(DATA SUPPLIED Opens)

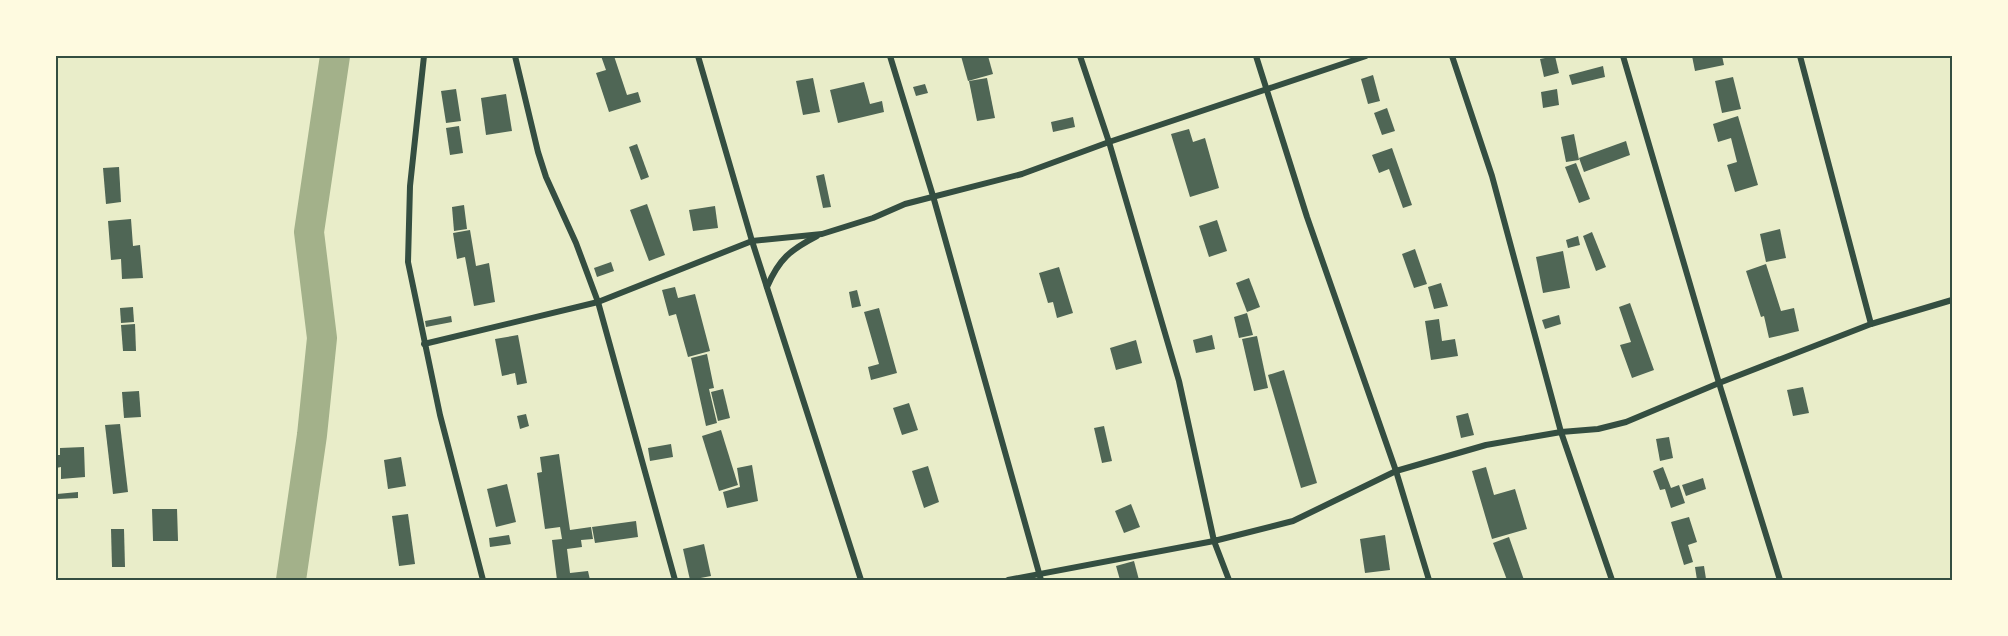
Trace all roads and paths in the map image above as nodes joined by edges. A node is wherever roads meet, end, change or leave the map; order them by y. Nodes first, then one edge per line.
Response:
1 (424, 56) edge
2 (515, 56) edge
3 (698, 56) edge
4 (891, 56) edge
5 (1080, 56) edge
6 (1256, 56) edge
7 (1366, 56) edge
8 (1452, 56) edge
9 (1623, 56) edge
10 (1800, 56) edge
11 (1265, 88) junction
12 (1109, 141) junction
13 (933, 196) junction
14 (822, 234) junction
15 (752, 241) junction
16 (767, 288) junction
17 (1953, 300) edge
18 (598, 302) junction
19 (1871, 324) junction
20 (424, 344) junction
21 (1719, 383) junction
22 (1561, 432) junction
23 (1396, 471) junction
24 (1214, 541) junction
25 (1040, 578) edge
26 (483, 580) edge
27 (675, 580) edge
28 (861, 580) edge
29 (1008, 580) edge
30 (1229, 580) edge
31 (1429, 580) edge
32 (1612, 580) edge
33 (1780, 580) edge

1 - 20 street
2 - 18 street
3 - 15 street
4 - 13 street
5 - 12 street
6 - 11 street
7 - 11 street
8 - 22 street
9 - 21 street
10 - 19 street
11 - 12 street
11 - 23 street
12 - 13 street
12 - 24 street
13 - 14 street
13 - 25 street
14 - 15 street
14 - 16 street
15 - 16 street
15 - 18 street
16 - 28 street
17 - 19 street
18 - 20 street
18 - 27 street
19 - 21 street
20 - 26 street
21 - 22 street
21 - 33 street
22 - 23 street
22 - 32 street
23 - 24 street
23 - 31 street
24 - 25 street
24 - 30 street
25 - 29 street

(DATA SUPPLIED Closes)
(DATA SUPPLIED Opens)

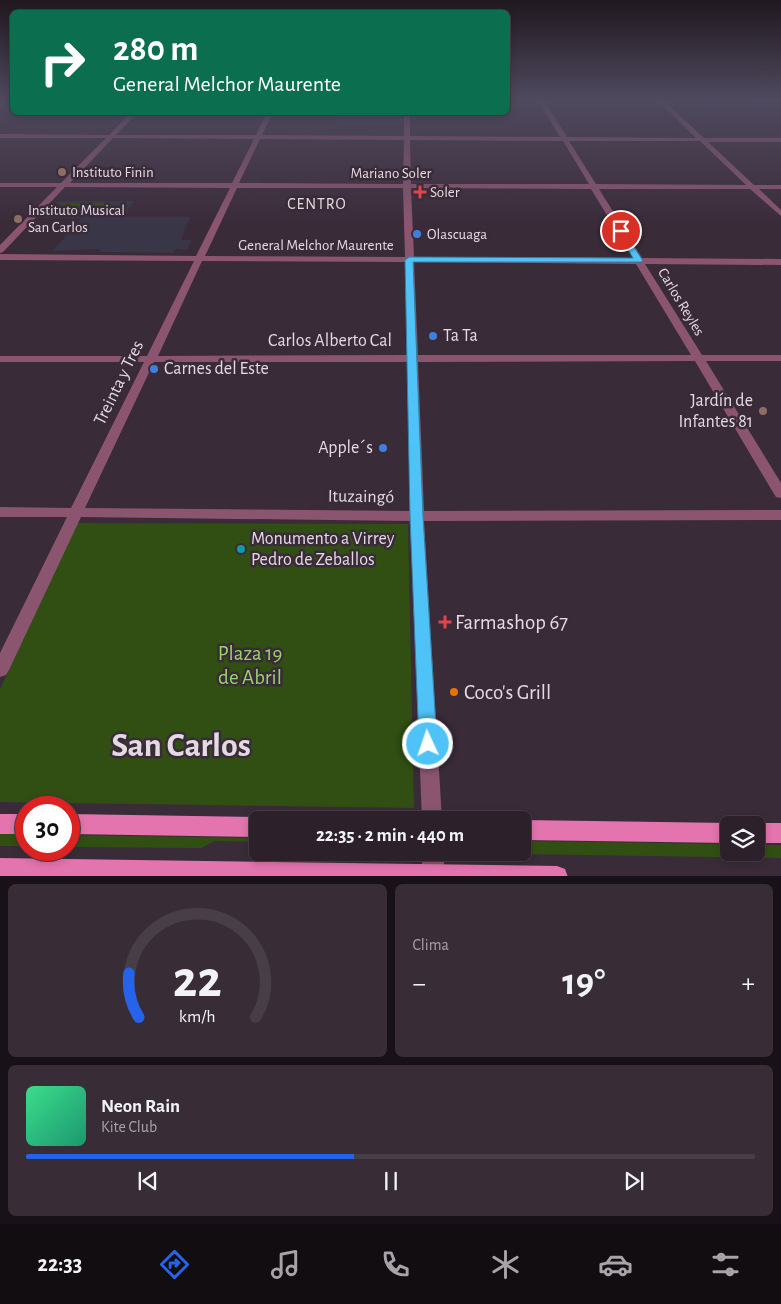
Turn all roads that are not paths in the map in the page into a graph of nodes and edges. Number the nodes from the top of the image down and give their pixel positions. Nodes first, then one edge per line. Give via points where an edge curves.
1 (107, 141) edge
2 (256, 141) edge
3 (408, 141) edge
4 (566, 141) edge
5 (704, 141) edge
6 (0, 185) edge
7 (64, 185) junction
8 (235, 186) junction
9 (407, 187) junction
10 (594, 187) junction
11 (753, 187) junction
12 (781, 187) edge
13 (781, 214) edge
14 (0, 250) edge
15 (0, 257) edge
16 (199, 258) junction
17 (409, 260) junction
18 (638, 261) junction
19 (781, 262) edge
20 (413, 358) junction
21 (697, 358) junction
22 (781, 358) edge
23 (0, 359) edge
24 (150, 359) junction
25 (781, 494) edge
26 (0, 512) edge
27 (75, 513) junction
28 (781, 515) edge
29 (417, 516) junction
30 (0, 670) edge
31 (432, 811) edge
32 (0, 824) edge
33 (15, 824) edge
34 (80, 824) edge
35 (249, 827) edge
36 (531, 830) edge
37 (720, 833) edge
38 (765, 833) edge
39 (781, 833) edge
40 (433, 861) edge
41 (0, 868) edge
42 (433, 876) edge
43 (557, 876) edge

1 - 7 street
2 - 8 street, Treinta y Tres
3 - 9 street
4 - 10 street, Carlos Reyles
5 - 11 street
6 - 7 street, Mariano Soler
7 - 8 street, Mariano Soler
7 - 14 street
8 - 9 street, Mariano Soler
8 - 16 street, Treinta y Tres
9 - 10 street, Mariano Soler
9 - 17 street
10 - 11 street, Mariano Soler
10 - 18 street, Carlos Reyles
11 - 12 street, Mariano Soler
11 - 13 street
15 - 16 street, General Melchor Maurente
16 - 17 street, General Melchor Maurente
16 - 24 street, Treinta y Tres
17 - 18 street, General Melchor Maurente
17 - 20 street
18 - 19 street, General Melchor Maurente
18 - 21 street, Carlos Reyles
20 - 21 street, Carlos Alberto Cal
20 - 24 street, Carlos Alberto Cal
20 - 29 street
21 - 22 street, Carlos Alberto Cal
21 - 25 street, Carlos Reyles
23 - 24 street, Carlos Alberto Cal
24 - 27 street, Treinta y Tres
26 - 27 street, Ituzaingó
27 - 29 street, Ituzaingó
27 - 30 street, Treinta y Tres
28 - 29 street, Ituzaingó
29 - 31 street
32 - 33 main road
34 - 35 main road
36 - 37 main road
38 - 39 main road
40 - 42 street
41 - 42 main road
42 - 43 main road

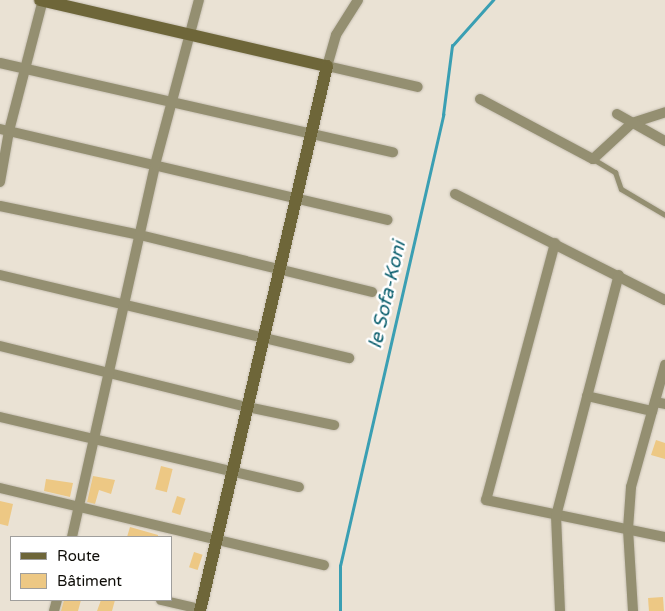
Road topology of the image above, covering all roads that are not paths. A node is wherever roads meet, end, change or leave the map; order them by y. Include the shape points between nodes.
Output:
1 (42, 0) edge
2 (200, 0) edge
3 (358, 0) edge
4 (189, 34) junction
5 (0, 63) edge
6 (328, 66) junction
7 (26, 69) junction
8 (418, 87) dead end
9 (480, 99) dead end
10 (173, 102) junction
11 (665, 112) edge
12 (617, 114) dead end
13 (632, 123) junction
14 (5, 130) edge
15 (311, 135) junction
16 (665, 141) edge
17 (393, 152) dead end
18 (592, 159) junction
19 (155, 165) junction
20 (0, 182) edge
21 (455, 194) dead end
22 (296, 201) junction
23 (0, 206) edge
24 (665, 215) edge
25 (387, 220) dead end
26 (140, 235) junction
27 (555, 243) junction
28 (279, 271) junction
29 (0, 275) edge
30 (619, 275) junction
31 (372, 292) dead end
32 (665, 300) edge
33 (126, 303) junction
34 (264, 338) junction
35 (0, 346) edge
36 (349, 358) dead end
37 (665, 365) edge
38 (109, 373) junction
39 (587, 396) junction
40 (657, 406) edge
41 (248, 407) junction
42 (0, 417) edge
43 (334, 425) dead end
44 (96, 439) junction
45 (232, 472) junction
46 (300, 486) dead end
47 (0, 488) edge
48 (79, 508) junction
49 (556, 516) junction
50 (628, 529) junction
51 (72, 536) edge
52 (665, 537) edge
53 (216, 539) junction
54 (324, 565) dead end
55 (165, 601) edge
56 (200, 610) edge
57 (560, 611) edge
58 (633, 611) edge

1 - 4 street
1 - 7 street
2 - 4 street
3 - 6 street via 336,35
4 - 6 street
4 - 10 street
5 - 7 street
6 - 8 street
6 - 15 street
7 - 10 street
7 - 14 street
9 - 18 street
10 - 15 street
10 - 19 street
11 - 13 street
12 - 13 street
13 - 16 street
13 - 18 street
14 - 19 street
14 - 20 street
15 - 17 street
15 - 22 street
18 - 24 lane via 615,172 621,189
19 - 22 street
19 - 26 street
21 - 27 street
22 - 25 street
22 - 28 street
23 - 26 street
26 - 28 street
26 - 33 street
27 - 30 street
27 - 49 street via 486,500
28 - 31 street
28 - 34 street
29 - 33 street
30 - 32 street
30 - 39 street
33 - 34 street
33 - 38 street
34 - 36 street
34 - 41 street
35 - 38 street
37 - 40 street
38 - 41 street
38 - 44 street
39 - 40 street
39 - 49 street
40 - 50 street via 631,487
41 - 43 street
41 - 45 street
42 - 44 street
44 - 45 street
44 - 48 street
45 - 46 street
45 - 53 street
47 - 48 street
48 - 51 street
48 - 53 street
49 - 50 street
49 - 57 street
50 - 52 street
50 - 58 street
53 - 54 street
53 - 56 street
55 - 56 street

(DATA SUPPLIED Closes)

**EXERCISE DIRECTIONS**
Scan the records above for the string "nodes", then report every line that contains it.

**FINISHED EXERCISE**
Trace all roads and paths in the map image above as nodes joined by edges. A node is wherever roads meet, end, change or leave the map; order them by y. Nodes first, then one edge per line.
Turn all roads that are not paths in the map in the page into a graph of nodes and edges. Number the nodes from the top of the image down and give their pixel positions. Nodes first, then one edge per line. Give via points where an edge curves.
Road topology of the image above, covering all roads that are not paths. A node is wherever roads meet, end, change or leave the map; order them by y. Include the shape points between nodes.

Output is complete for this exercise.